[THE PROBLEM]: Type out the data again. Keep every line exactly the same.

[[ DATA TO PROCESS, beginning ]]

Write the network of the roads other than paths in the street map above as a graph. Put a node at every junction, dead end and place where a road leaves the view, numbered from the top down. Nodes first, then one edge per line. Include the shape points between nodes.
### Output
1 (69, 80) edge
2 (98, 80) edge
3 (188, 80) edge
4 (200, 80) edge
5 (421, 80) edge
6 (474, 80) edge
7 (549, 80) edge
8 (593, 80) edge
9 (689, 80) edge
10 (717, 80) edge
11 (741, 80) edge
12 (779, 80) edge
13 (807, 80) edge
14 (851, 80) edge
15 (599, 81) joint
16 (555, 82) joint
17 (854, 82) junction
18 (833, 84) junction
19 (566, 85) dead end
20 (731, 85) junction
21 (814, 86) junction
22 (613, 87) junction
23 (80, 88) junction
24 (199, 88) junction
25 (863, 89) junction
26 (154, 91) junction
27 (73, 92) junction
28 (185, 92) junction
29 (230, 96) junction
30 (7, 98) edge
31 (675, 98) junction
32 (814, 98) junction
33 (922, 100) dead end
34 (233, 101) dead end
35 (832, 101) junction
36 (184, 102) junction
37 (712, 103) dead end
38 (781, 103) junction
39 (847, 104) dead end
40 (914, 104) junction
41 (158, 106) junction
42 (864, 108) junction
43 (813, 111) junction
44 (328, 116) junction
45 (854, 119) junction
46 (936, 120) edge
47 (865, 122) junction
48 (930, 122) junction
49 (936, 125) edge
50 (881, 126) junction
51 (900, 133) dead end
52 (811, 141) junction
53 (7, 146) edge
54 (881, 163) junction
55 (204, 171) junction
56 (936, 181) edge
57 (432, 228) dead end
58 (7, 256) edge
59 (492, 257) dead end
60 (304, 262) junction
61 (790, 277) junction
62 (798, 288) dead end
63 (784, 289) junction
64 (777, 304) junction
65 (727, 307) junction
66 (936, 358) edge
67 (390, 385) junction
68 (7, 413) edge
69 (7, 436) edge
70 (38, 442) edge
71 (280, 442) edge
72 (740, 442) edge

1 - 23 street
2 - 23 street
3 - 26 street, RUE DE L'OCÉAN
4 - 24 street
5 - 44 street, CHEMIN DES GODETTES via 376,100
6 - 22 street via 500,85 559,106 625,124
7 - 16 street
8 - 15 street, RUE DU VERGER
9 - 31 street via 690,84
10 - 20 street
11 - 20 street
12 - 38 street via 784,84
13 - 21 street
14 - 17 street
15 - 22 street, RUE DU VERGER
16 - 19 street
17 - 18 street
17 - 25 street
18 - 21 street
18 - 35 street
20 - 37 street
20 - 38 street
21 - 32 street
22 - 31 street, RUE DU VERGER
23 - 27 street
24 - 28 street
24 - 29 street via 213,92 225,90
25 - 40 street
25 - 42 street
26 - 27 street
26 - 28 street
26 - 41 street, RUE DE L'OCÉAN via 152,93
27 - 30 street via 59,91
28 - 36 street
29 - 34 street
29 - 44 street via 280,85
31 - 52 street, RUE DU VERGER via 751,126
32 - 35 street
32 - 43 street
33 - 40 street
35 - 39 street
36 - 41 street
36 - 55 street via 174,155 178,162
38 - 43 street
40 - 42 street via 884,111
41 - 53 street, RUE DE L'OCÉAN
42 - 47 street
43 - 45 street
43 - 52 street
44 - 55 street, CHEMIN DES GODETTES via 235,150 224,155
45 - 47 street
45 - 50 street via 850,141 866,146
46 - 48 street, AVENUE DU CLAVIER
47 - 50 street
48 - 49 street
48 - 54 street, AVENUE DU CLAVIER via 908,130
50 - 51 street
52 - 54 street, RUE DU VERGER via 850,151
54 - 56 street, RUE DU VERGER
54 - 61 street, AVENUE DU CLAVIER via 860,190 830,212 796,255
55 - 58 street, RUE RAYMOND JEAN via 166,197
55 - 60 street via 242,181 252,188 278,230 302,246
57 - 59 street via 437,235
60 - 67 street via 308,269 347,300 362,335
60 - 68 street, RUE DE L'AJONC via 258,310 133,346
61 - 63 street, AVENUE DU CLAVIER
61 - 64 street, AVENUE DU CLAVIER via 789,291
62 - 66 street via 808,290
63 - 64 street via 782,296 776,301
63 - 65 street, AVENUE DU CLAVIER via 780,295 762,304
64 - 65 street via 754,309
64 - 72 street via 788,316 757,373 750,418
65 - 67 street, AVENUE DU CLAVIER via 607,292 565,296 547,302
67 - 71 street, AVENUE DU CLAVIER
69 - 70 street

[[ DATA TO PROCESS, end ]]

[WRITTEN SOLUTION]:
Write the network of the roads other than paths in the street map above as a graph. Put a node at every junction, dead end and place where a road leaves the view, numbered from the top down. Nodes first, then one edge per line. Include the shape points between nodes.
### Output
1 (69, 80) edge
2 (98, 80) edge
3 (188, 80) edge
4 (200, 80) edge
5 (421, 80) edge
6 (474, 80) edge
7 (549, 80) edge
8 (593, 80) edge
9 (689, 80) edge
10 (717, 80) edge
11 (741, 80) edge
12 (779, 80) edge
13 (807, 80) edge
14 (851, 80) edge
15 (599, 81) joint
16 (555, 82) joint
17 (854, 82) junction
18 (833, 84) junction
19 (566, 85) dead end
20 (731, 85) junction
21 (814, 86) junction
22 (613, 87) junction
23 (80, 88) junction
24 (199, 88) junction
25 (863, 89) junction
26 (154, 91) junction
27 (73, 92) junction
28 (185, 92) junction
29 (230, 96) junction
30 (7, 98) edge
31 (675, 98) junction
32 (814, 98) junction
33 (922, 100) dead end
34 (233, 101) dead end
35 (832, 101) junction
36 (184, 102) junction
37 (712, 103) dead end
38 (781, 103) junction
39 (847, 104) dead end
40 (914, 104) junction
41 (158, 106) junction
42 (864, 108) junction
43 (813, 111) junction
44 (328, 116) junction
45 (854, 119) junction
46 (936, 120) edge
47 (865, 122) junction
48 (930, 122) junction
49 (936, 125) edge
50 (881, 126) junction
51 (900, 133) dead end
52 (811, 141) junction
53 (7, 146) edge
54 (881, 163) junction
55 (204, 171) junction
56 (936, 181) edge
57 (432, 228) dead end
58 (7, 256) edge
59 (492, 257) dead end
60 (304, 262) junction
61 (790, 277) junction
62 (798, 288) dead end
63 (784, 289) junction
64 (777, 304) junction
65 (727, 307) junction
66 (936, 358) edge
67 (390, 385) junction
68 (7, 413) edge
69 (7, 436) edge
70 (38, 442) edge
71 (280, 442) edge
72 (740, 442) edge

1 - 23 street
2 - 23 street
3 - 26 street, RUE DE L'OCÉAN
4 - 24 street
5 - 44 street, CHEMIN DES GODETTES via 376,100
6 - 22 street via 500,85 559,106 625,124
7 - 16 street
8 - 15 street, RUE DU VERGER
9 - 31 street via 690,84
10 - 20 street
11 - 20 street
12 - 38 street via 784,84
13 - 21 street
14 - 17 street
15 - 22 street, RUE DU VERGER
16 - 19 street
17 - 18 street
17 - 25 street
18 - 21 street
18 - 35 street
20 - 37 street
20 - 38 street
21 - 32 street
22 - 31 street, RUE DU VERGER
23 - 27 street
24 - 28 street
24 - 29 street via 213,92 225,90
25 - 40 street
25 - 42 street
26 - 27 street
26 - 28 street
26 - 41 street, RUE DE L'OCÉAN via 152,93
27 - 30 street via 59,91
28 - 36 street
29 - 34 street
29 - 44 street via 280,85
31 - 52 street, RUE DU VERGER via 751,126
32 - 35 street
32 - 43 street
33 - 40 street
35 - 39 street
36 - 41 street
36 - 55 street via 174,155 178,162
38 - 43 street
40 - 42 street via 884,111
41 - 53 street, RUE DE L'OCÉAN
42 - 47 street
43 - 45 street
43 - 52 street
44 - 55 street, CHEMIN DES GODETTES via 235,150 224,155
45 - 47 street
45 - 50 street via 850,141 866,146
46 - 48 street, AVENUE DU CLAVIER
47 - 50 street
48 - 49 street
48 - 54 street, AVENUE DU CLAVIER via 908,130
50 - 51 street
52 - 54 street, RUE DU VERGER via 850,151
54 - 56 street, RUE DU VERGER
54 - 61 street, AVENUE DU CLAVIER via 860,190 830,212 796,255
55 - 58 street, RUE RAYMOND JEAN via 166,197
55 - 60 street via 242,181 252,188 278,230 302,246
57 - 59 street via 437,235
60 - 67 street via 308,269 347,300 362,335
60 - 68 street, RUE DE L'AJONC via 258,310 133,346
61 - 63 street, AVENUE DU CLAVIER
61 - 64 street, AVENUE DU CLAVIER via 789,291
62 - 66 street via 808,290
63 - 64 street via 782,296 776,301
63 - 65 street, AVENUE DU CLAVIER via 780,295 762,304
64 - 65 street via 754,309
64 - 72 street via 788,316 757,373 750,418
65 - 67 street, AVENUE DU CLAVIER via 607,292 565,296 547,302
67 - 71 street, AVENUE DU CLAVIER
69 - 70 street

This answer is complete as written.